MySQL Document Store: unstructured data, unstructured search

2016/08/17 by admin

Storing documents is convenient: no need to define a schema up-front, no downtime for schema changes, no normalization, no slow joins – true or not, you name it. But what about search if you do not know how your data is structured? For example, the famous SFW-construct requires listing the columns to search: SELECT … FROM … WHERE some_column = ‘Jippie’ . Given that JSON data can have no schema how to write a query without knowing any field names, where is SELECT … FROM … WHERE * = ‘Jippie’? JSON_SEARCH() gets you started but there are gaps if you think about it for a minute.

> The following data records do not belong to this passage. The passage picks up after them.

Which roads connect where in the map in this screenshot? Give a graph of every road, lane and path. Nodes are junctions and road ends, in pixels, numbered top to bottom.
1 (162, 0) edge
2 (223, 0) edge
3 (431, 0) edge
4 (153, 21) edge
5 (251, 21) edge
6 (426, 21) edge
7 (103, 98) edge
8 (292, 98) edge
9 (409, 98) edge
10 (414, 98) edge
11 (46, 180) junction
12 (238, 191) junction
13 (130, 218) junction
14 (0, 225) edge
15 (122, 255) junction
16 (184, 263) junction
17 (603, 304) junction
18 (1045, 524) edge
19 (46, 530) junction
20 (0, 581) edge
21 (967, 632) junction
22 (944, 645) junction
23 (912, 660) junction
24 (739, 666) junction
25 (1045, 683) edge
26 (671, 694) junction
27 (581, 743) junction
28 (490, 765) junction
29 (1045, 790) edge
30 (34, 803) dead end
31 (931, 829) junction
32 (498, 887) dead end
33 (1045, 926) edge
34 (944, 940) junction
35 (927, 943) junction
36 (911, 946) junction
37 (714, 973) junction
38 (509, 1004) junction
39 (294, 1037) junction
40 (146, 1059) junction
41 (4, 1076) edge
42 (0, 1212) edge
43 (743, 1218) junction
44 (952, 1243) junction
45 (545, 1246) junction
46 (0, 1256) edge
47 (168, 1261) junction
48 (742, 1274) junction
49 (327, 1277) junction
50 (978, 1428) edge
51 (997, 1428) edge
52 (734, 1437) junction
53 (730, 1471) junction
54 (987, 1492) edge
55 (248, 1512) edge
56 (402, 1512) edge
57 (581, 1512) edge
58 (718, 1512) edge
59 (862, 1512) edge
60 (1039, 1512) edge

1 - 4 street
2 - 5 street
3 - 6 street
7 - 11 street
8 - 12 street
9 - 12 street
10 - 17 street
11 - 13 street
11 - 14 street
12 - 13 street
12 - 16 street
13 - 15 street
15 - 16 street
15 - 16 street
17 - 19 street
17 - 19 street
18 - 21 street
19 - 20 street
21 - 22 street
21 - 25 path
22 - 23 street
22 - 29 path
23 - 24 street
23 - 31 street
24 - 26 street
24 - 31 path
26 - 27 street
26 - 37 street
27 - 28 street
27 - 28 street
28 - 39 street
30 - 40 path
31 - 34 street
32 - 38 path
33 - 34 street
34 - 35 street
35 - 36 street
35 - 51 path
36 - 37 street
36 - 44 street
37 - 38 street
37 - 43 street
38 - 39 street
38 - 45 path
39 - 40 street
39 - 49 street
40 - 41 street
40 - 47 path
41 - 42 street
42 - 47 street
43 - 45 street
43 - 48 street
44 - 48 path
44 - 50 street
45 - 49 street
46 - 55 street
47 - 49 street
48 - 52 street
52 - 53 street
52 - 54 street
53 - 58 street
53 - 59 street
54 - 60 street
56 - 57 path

There are many reasons why you may not know the structure of the data you operate on. Maybe, you have gathered documents using different “schema versions” over time, maybe, there is simply no common structure because the data comes from a variety of different sources. This bares two challenges:

how to search not knowing:
- field names
- table/collection/index names
how to optimize search and storage not knowing:
- schema/structure of documents
- cardinalities and space requirements of fields

As we will see, the MySQL Document Store does not have answers to all questions.

Search not knowing field names: JSON_SEARCH()

The SQL language is made for typed and well structured data. The ANSI/ISO take on JSON is not trying to integrate it deeply into the type system of SQL but to use functions and a path language to work on JSON. A function based approach is a low risk approach for vendors, and it works for this particular task too. JSON_SEARCH() scans a document for matching strings.

All of the following examples use two identical tables holding 50.000 respectively 1.000.000 randomly generated JSON product descriptions. The table definition is very basic:


CREATE TABLE products (
  product_id INT NOT NULL AUTO_INCREMENT
  product JSON DEFAULT NULL
  PRIMARY KEY(product_id)
)

JSON_SEARCH takes a JSON document, a search term and returns the path to the value. The search term supports the wildcards also supported by LIKE. You can use “%” to match any number of characters and “_” to match one arbitrary character:


SELECT 
  JSON_SEARCH(product, "all", "Beach") <-- search "document"
FROM 
  products <-- table/collection/index is known
WHERE 
  JSON_SEARCH(product, "all", "Beach") IS NOT NULL

+--------------------------------------+
| JSON_SEARCH(product, "all", "Beach") |
+--------------------------------------+
| "$.title"                            |
+--------------------------------------+


SELECT  
  JSON_SEARCH(
    product, 
    "all", <-- return patch to all matches
    "%b%"
  ) 
FROM 
  products 
WHERE 
  JSON_SEARCH(product, "one", "%b%") IS NOT NULL
LIMIT 2
+------------------------------------+
| JSON_SEARCH(product, "all", "%b%") |
+------------------------------------+
| ["$.title", "$.description"]       |
| ["$.title", "$.description"]       |
+------------------------------------+

The function can either return the path to the first match in a document or a list of path expressions to all matches. The return value is of type JSON. This means, there’s a bit of type juggling required if you want to use the path to actually fetch the matching field value:


SELECT
  JSON_EXTRACT(
    product, 
    JSON_UNQUOTE(
      JSON_SEARCH(
        product, 
        "one", 
        "Beach"
      )
    )
  ) AS _match
FROM 
 products
WHERE 
 JSON_SEARCH(product, "all", "Beach") IS NOT NULL
 
+---------+
| _match  |
+---------+
| "Beach" |
+---------+

I am unaware of any SQL statement which gives you the value for all matching path expressions returned by JSON_SEARCH(…, “all”, …). At the time of writing MySQL lacks a group of nest/unnest operators what can extract rows from JSON arrays/objects. Once such functionality is available it should become possible to extract all matching values.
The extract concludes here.